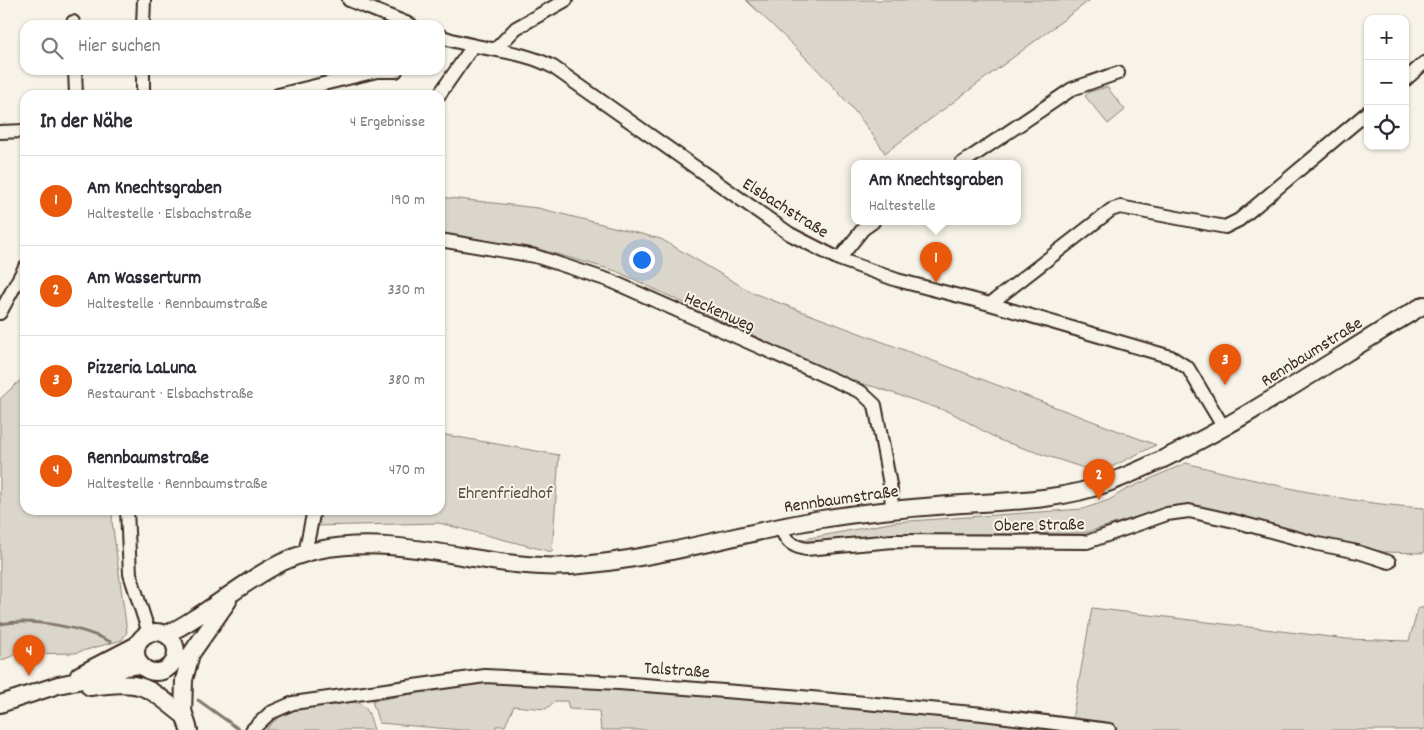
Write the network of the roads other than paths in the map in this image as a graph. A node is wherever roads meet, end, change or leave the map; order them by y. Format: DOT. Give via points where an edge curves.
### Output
graph roads {
  1 [pos="144,0"];
  2 [pos="349,0"];
  3 [pos="566,0"];
  4 [pos="144,20"];
  5 [pos="399,20"];
  6 [pos="445,38"];
  7 [pos="473,46"];
  8 [pos="496,49"];
  9 [pos="1424,63"];
  10 [pos="1118,73"];
  11 [pos="75,75"];
  12 [pos="143,75"];
  13 [pos="360,75"];
  14 [pos="1409,76"];
  15 [pos="76,90"];
  16 [pos="143,90"];
  17 [pos="299,90"];
  18 [pos="442,90"];
  19 [pos="1364,115"];
  20 [pos="20,131"];
  21 [pos="0,132"];
  22 [pos="967,160"];
  23 [pos="869,225"];
  24 [pos="445,241"];
  25 [pos="839,259"];
  26 [pos="20,277"];
  27 [pos="990,304"];
  28 [pos="1424,305"];
  29 [pos="0,313"];
  30 [pos="1224,428"];
  31 [pos="892,510"];
  32 [pos="126,515"];
  33 [pos="313,515"];
  34 [pos="780,527"];
  35 [pos="306,553"];
  36 [pos="1390,562"];
  37 [pos="232,595"];
  38 [pos="149,633"];
  39 [pos="166,634"];
  40 [pos="137,645"];
  41 [pos="176,649"];
  42 [pos="140,665"];
  43 [pos="163,669"];
  44 [pos="58,685"];
  45 [pos="0,704"];
  46 [pos="186,722"];
  47 [pos="252,730"];
  48 [pos="1109,730"];
  1 -- 4 [label="street"];
  2 -- 5 [label="street"];
  3 -- 8 [label="street" via="516,28"];
  6 -- 7 [label="street, Elsbachstraße"];
  7 -- 8 [label="street, Elsbachstraße"];
  7 -- 18 [label="street"];
  8 -- 25 [label="street, Elsbachstraße" via="536,58 553,67 790,234"];
  9 -- 14 [label="street"];
  10 -- 22 [label="street" via="1072,89"];
  11 -- 15 [label="street"];
  12 -- 16 [label="street"];
  13 -- 17 [label="street"];
  19 -- 27 [label="street" via="1239,220 1225,227 1120,207 1111,210"];
  20 -- 21 [label="street"];
  23 -- 25 [label="street"];
  24 -- 31 [label="street, Heckenweg" via="535,256 611,281 861,392 875,405"];
  25 -- 27 [label="street, Elsbachstraße" via="896,280"];
  26 -- 29 [label="street"];
  27 -- 30 [label="street, Elsbachstraße" via="1180,361 1188,368"];
  28 -- 30 [label="main road, Rennbaumstraße"];
  30 -- 31 [label="main road, Rennbaumstraße" via="1154,464 1091,488 1040,498"];
  31 -- 34 [label="main road, Rennbaumstraße"];
  32 -- 38 [label="street" via="130,574"];
  33 -- 35 [label="street"];
  34 -- 35 [label="main road, Rennbaumstraße" via="602,564 567,566 502,564 419,549 373,545 332,547"];
  34 -- 36 [label="street, Obere Straße" via="785,539 794,547 806,549 893,541 1086,542 1168,514 1189,511"];
  35 -- 37 [label="main road, Rennbaumstraße" via="263,571"];
  37 -- 39 [label="main road, Rennbaumstraße"];
  37 -- 41 [label="main road, Rennbaumstraße" via="184,637"];
  37 -- 46 [label="main road" via="190,654 184,680"];
  38 -- 39 [label="main road"];
  38 -- 40 [label="main road"];
  39 -- 41 [label="main road"];
  40 -- 42 [label="main road" via="136,658"];
  40 -- 44 [label="main road"];
  41 -- 43 [label="main road" via="175,660"];
  42 -- 43 [label="main road" via="145,669"];
  42 -- 44 [label="main road"];
  43 -- 46 [label="main road" via="161,677"];
  44 -- 45 [label="main road"];
  44 -- 46 [label="main road" via="73,689 122,683 147,687"];
  47 -- 48 [label="street, Talstraße" via="270,713 293,703 485,676 619,682 790,696"];
}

**Task objective**:
Every line of the listing above that contains "graph" is to be copied.

**Solution to this problem**:
Write the network of the roads other than paths in the map in this image as a graph. A node is wherever roads meet, end, change or leave the map; order them by y. Format: DOT. Give via points where an edge curves.
graph roads {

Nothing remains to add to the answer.